(Records for this task begins)

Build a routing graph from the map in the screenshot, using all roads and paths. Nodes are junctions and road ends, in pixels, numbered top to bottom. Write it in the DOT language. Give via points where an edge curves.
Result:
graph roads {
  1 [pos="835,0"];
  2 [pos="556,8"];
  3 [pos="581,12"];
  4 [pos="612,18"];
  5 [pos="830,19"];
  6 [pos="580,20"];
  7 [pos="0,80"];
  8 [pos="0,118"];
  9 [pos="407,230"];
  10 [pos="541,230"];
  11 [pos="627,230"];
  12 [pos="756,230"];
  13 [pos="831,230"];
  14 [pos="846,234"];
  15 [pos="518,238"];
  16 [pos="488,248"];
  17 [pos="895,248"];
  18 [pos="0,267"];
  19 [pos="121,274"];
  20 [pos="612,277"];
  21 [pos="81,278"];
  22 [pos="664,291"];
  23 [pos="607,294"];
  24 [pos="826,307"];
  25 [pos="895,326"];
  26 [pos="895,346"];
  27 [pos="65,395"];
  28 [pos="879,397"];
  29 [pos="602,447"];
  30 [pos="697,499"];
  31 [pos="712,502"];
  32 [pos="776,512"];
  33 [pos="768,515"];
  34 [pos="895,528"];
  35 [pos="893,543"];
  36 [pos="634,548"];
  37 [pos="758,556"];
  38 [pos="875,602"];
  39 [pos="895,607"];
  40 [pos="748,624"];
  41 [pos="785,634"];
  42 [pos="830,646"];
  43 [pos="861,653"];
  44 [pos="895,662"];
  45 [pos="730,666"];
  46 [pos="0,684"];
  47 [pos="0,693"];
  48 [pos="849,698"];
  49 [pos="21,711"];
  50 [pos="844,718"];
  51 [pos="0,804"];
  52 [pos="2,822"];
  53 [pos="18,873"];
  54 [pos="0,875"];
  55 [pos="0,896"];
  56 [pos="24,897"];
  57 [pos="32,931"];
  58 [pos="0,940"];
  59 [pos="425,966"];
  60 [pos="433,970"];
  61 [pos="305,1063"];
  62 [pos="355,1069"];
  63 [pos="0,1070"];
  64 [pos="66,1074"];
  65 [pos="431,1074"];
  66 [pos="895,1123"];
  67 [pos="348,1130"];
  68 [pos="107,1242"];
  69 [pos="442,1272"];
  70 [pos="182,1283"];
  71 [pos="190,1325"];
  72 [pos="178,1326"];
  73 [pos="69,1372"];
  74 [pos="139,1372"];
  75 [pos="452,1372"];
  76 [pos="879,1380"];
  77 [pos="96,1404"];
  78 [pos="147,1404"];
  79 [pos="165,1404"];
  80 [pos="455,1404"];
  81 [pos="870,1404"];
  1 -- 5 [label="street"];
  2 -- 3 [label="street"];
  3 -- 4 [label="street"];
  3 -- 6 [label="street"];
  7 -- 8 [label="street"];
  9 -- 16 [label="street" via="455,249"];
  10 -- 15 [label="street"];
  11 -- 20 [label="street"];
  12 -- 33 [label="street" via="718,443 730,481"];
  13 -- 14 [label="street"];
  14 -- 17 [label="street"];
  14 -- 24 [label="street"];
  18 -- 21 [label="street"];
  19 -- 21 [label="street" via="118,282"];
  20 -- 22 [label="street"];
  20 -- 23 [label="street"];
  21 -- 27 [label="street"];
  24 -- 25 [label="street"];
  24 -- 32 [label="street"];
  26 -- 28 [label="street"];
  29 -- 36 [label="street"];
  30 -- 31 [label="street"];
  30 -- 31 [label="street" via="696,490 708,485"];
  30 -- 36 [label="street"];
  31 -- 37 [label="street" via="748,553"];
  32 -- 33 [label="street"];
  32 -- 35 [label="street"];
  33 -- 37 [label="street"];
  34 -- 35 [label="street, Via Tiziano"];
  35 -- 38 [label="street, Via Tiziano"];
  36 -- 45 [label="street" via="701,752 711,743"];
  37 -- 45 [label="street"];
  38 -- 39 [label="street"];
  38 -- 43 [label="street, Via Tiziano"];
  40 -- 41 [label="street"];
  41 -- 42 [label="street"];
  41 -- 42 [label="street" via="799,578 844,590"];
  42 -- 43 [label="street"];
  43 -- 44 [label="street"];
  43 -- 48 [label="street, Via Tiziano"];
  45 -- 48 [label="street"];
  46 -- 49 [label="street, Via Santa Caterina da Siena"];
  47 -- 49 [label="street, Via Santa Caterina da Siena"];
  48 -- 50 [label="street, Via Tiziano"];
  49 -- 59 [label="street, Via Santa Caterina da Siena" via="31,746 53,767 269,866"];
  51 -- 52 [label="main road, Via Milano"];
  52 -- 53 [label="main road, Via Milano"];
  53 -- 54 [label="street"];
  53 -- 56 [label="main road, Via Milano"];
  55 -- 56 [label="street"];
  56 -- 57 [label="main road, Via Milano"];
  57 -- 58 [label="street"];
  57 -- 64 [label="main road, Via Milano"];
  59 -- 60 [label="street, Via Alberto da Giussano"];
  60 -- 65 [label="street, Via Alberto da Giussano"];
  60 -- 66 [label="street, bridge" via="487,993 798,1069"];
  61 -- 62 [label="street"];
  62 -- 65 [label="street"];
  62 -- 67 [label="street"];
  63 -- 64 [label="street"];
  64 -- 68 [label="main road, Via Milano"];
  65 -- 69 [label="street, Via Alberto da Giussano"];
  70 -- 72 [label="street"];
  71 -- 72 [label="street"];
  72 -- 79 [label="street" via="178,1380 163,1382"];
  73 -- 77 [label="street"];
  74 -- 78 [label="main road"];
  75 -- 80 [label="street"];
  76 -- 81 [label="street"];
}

(Records for this task ends)

Wherever the word "Santa" appears in the records above, copy that line.

  46 -- 49 [label="street, Via Santa Caterina da Siena"];
  47 -- 49 [label="street, Via Santa Caterina da Siena"];
  49 -- 59 [label="street, Via Santa Caterina da Siena" via="31,746 53,767 269,866"];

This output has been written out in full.